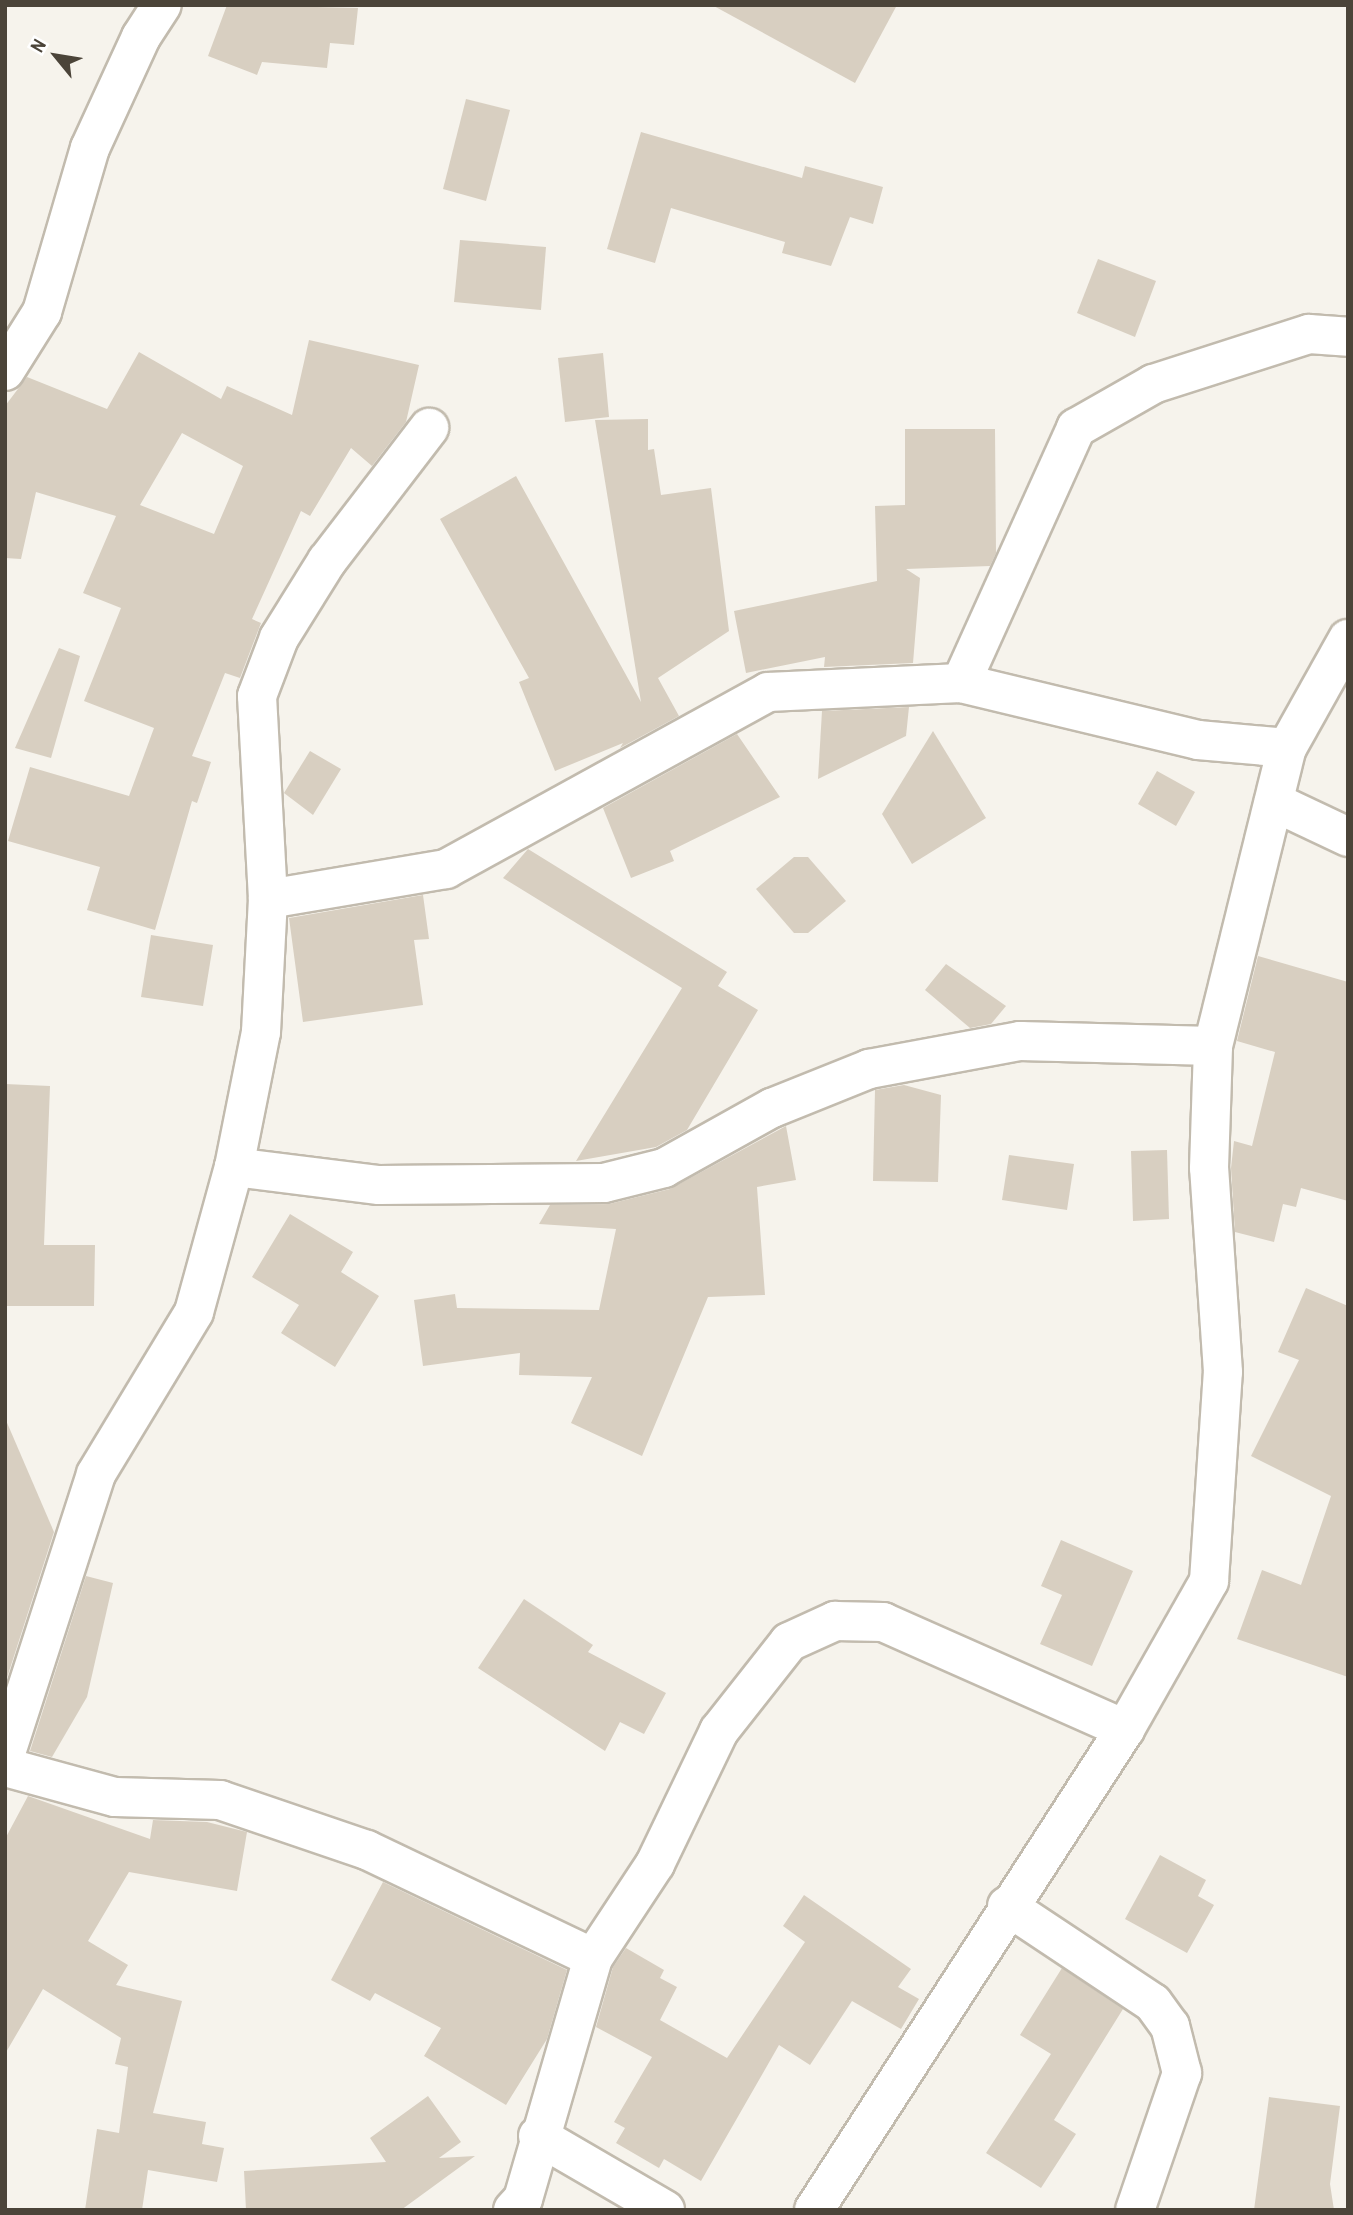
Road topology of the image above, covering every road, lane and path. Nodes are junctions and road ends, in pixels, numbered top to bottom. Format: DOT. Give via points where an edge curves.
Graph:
graph roads {
  1 [pos="162,5"];
  2 [pos="1348,337"];
  3 [pos="5,371"];
  4 [pos="429,428"];
  5 [pos="1348,639"];
  6 [pos="961,683"];
  7 [pos="1287,748"];
  8 [pos="1274,802"];
  9 [pos="1348,837"];
  10 [pos="268,899"];
  11 [pos="1213,1046"];
  12 [pos="234,1167"];
  13 [pos="1125,1729"];
  14 [pos="5,1756"];
  15 [pos="5,1767"];
  16 [pos="1007,1906"];
  17 [pos="593,1958"];
  18 [pos="538,2136"];
  19 [pos="513,2210"];
  20 [pos="665,2210"];
  21 [pos="814,2210"];
  22 [pos="1135,2210"];
  1 -- 3 [label="street" via="141,37 90,148 42,312"];
  2 -- 6 [label="street" via="1309,334 1153,384 1076,428"];
  4 -- 10 [label="street" via="327,561 279,638 257,696"];
  5 -- 7 [label="street"];
  6 -- 7 [label="street" via="1198,740"];
  6 -- 10 [label="street" via="768,692 446,869"];
  7 -- 8 [label="street"];
  8 -- 9 [label="street"];
  8 -- 11 [label="street"];
  10 -- 12 [label="street" via="261,1032"];
  11 -- 12 [label="street" via="1020,1041 869,1069 772,1108 664,1168 604,1183 379,1185"];
  11 -- 13 [label="street" via="1209,1168 1223,1372 1209,1581"];
  12 -- 14 [label="street" via="194,1312 96,1474"];
  13 -- 16 [label="street"];
  13 -- 17 [label="street" via="883,1622 835,1621 789,1642 719,1731 655,1864"];
  15 -- 17 [label="street" via="115,1797 220,1800 367,1850"];
  16 -- 21 [label="street"];
  16 -- 22 [label="street" via="1153,2003 1170,2026 1182,2073"];
  17 -- 18 [label="street"];
  18 -- 19 [label="street" via="523,2199"];
  18 -- 20 [label="street"];
}
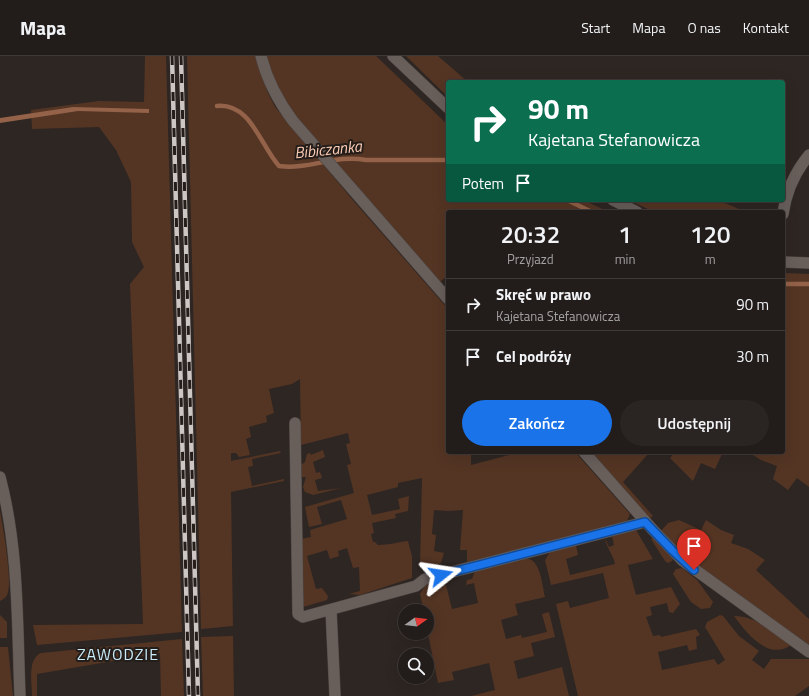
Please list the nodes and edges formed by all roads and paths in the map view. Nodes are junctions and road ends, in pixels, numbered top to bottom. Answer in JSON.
{"nodes":[{"id":1,"x":261,"y":56,"type":"edge"},
{"id":2,"x":393,"y":56,"type":"edge"},
{"id":3,"x":446,"y":106,"type":"edge"},
{"id":4,"x":809,"y":155,"type":"edge"},
{"id":5,"x":617,"y":202,"type":"edge"},
{"id":6,"x":633,"y":210,"type":"edge"},
{"id":7,"x":784,"y":210,"type":"edge"},
{"id":8,"x":785,"y":262,"type":"edge"},
{"id":9,"x":809,"y":263,"type":"edge"},
{"id":10,"x":446,"y":297,"type":"edge"},
{"id":11,"x":296,"y":423,"type":"dead end"},
{"id":12,"x":586,"y":454,"type":"edge"},
{"id":13,"x":0,"y":477,"type":"edge"},
{"id":14,"x":645,"y":522,"type":"junction"},
{"id":15,"x":331,"y":610,"type":"junction"},
{"id":16,"x":809,"y":652,"type":"edge"},
{"id":17,"x":20,"y":696,"type":"edge"},
{"id":18,"x":335,"y":696,"type":"edge"}],
"edges":[{"from":1,"to":10,"type":"street"},
{"from":2,"to":3,"type":"street"},
{"from":4,"to":7,"type":"street"},
{"from":5,"to":6,"type":"street"},
{"from":8,"to":9,"type":"street"},
{"from":11,"to":15,"type":"street"},
{"from":12,"to":14,"type":"street"},
{"from":13,"to":17,"type":"street"},
{"from":14,"to":15,"type":"street"},
{"from":14,"to":16,"type":"street"},
{"from":15,"to":18,"type":"street"}]}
======
- Work to complete -
For each line in the entries that contains the string "roads", make a copy.

- Exercise solution -
graph roads {
Please list the nodes and edges formed by all roads and paths in the map view. Nodes are junctions and road ends, in pixels, numbered top to bottom. Answer in JSON.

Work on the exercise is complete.